También eran primas mal llevadas fémina y hembra, la primera muy culta y la otra natural. Aunque la mayoría de las palabras habían llegado de Europa, las había de África, como fufú y quimbombó, y hasta algunas de Japón como karaoke. Abuela se desesperaba al no poder controlar el desorden. Metió la jaba debajo de la almohada, pero había silencio en el resto de la casa y el ruido parecía aún mayor. Al amanecer, abrió la jaba y arrojó su contenido a través de la ventana.
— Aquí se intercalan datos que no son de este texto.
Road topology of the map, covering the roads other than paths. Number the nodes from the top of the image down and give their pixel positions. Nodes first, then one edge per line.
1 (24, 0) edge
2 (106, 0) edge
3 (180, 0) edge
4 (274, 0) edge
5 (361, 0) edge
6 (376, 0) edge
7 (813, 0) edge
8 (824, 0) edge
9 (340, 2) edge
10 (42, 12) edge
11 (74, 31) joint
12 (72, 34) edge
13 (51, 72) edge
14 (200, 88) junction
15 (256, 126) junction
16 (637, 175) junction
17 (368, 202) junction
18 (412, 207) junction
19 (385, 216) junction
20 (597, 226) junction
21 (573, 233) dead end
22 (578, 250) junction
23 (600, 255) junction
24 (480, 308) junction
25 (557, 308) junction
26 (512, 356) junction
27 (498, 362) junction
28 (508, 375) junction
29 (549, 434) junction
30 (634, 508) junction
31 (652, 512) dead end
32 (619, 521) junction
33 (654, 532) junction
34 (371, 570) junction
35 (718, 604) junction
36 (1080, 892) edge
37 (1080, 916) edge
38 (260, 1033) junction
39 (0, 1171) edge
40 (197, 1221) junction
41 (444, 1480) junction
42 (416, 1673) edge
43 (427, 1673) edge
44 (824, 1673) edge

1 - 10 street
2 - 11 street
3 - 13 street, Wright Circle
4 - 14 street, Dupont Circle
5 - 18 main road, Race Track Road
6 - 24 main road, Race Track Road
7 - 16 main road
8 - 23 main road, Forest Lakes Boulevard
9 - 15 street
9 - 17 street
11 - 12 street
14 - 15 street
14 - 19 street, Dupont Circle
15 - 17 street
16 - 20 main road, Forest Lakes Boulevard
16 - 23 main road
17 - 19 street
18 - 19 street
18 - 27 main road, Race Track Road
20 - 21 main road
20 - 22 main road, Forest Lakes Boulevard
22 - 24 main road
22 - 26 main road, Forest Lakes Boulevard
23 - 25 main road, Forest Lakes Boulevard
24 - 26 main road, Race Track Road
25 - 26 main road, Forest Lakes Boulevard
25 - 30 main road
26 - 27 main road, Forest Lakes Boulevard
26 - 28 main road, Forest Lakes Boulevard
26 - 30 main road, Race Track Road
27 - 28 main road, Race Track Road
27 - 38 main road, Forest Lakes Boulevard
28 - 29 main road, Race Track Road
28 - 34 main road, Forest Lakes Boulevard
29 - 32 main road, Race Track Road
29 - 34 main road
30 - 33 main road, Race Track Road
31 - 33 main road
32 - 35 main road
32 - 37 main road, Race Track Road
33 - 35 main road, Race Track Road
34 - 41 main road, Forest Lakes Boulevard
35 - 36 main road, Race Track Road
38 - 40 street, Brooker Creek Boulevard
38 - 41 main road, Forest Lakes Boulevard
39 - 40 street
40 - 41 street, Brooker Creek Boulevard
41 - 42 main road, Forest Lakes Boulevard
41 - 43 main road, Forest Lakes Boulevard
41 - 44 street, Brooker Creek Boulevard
La calle estaba desolada, y entonces ella vio cómo las palabras, que no encontraron ni un oído humano, se paralizaron hasta morir. Mis padres y tíos se preguntaron qué hacer al ver las ojeras de la abuela. Como respuesta mi prima propuso inscribir a la enferma en un taller de teatro en la Casa de Cultura para que fuera los fines de semana. 10


—Allí conocerás muchos amigos —le aseguró. Y abuela dijo: —Sííí, ya tendré tiempo de estar callada cuando me muera.